I shall now turn to the description of our material, first giving as a preliminary an account of the general conception of the reflex, of specific physiological reflexes, and of the so-called “instincts.” Our starting point has been Descartes’ idea of the nervous reflex. This is a genuine scientific conception, since it implies necessity. It may be summed upas follows: An external or internal stimulus falls on some one or other nervous receptor and gives rise to a nervous impulse; this nervous impulse is transmitted along nerve fibres to the central nervous system, and here, on account of existing nervous connections, it gives rise to a fresh impulse which passes along outgoing nerve fibres to the active organ, where it excites a special activity of the cellular structures. Thus a stimulus appears to be connected of necessity with a definite response, as cause with effect. It seems obvious that the whole activity of the organism should conform to definite laws. If the animal were not in exact correspondence with its environment it would, sooner or later, cease to exist. To give a biological example: if, instead of being attracted to food, the animal were repelled by it, or if instead of running from fire the anial threw itself into the fire, then it would quickly perish. The animal must respond to changes in the environment in such a manner that its responsive activity is directed towards the preservation of its existence. This conclusion holds also if we consider the living organism in terms of physical and chemical science. Every material system can exist as an entity only so long as its internal forces, attraction, cohesion, etc., balance the external forces acting upon it. This is true for an ordinary stone just as much as for the most complex chemical substances; and its truth should be recognized also for the animal organism. Being a definite circumscribed material system, it can only continue to exist so long as it is in continuous equilibrium with the forces external to it: so soon as this equilibrium is seriously disturbed the organism will cease to exist as the entity it was. Reflexes are the elemental units in the mechanism of perpetual equilibration. Physiologists have studied and are studying at the present time these numerous machine-like, inevitable reactions of the organism-reflexes existing from the very birth of the animal, and due therefore to the inherent organization of the nervous system.

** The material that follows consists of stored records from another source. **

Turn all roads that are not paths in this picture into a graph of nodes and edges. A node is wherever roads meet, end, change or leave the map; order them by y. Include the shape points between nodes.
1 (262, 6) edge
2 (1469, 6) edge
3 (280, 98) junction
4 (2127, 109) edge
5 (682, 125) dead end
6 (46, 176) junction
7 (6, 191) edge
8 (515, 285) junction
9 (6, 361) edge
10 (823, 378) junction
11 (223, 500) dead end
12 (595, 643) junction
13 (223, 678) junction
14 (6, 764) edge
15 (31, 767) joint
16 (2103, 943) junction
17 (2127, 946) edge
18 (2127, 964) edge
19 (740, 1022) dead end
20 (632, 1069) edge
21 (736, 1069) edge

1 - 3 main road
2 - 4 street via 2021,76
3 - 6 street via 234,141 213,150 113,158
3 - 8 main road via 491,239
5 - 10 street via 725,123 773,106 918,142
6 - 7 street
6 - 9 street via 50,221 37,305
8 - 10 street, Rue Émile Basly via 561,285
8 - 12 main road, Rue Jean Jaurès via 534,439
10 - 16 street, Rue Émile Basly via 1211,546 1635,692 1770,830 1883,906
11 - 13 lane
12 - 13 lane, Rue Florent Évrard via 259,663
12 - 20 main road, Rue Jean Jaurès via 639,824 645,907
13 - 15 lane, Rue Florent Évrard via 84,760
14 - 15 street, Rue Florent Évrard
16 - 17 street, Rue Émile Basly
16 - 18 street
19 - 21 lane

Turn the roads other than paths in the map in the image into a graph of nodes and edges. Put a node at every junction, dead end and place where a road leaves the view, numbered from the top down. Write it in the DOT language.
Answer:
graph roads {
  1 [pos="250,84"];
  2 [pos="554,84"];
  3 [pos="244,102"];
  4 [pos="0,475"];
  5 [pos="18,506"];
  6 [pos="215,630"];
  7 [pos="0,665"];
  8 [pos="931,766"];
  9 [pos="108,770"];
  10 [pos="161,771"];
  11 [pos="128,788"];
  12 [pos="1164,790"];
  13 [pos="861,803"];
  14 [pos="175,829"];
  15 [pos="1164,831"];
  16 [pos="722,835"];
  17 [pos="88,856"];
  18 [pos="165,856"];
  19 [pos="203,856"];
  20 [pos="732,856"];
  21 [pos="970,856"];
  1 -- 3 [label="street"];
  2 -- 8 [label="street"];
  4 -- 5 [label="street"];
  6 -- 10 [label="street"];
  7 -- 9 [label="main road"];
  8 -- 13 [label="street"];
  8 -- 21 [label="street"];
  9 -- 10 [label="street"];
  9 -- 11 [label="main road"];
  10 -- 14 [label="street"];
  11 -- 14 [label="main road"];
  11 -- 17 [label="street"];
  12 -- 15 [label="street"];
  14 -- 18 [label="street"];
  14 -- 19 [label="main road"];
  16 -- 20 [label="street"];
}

Reflexes, like the driving-belts of machines of human design, may be of two kinds-positive and negative, excitatory and inhibitory. Although the investigation of these reflexes by physiologists has been going on now for a long time, it is as yet not nearly finished. Fresh reflexes are continually being discovered. We are ignorant of the properties of those receptor organs for which the effective stimulus arises inside the organism, and the internal reflexes themselves remain a field unexplored. The paths by which nervous impulses are conducted in the central nervous system are for the most part little known, or not ascertained at all. The mechanism of inhibitions confined within the central nervous system remains quite obscure: we know something only of those inhibitory reflexes which manifest themselves along the inhibitory efferent nerves. Furthermore, the combination and interaction of different reflexes are as yet insufficiently understood. Nevertheless physiologists are succeeding more and more in unravelling the mechanism of these machine-like activities of the organism, and may reasonably be expected to elucidate and control it in the end.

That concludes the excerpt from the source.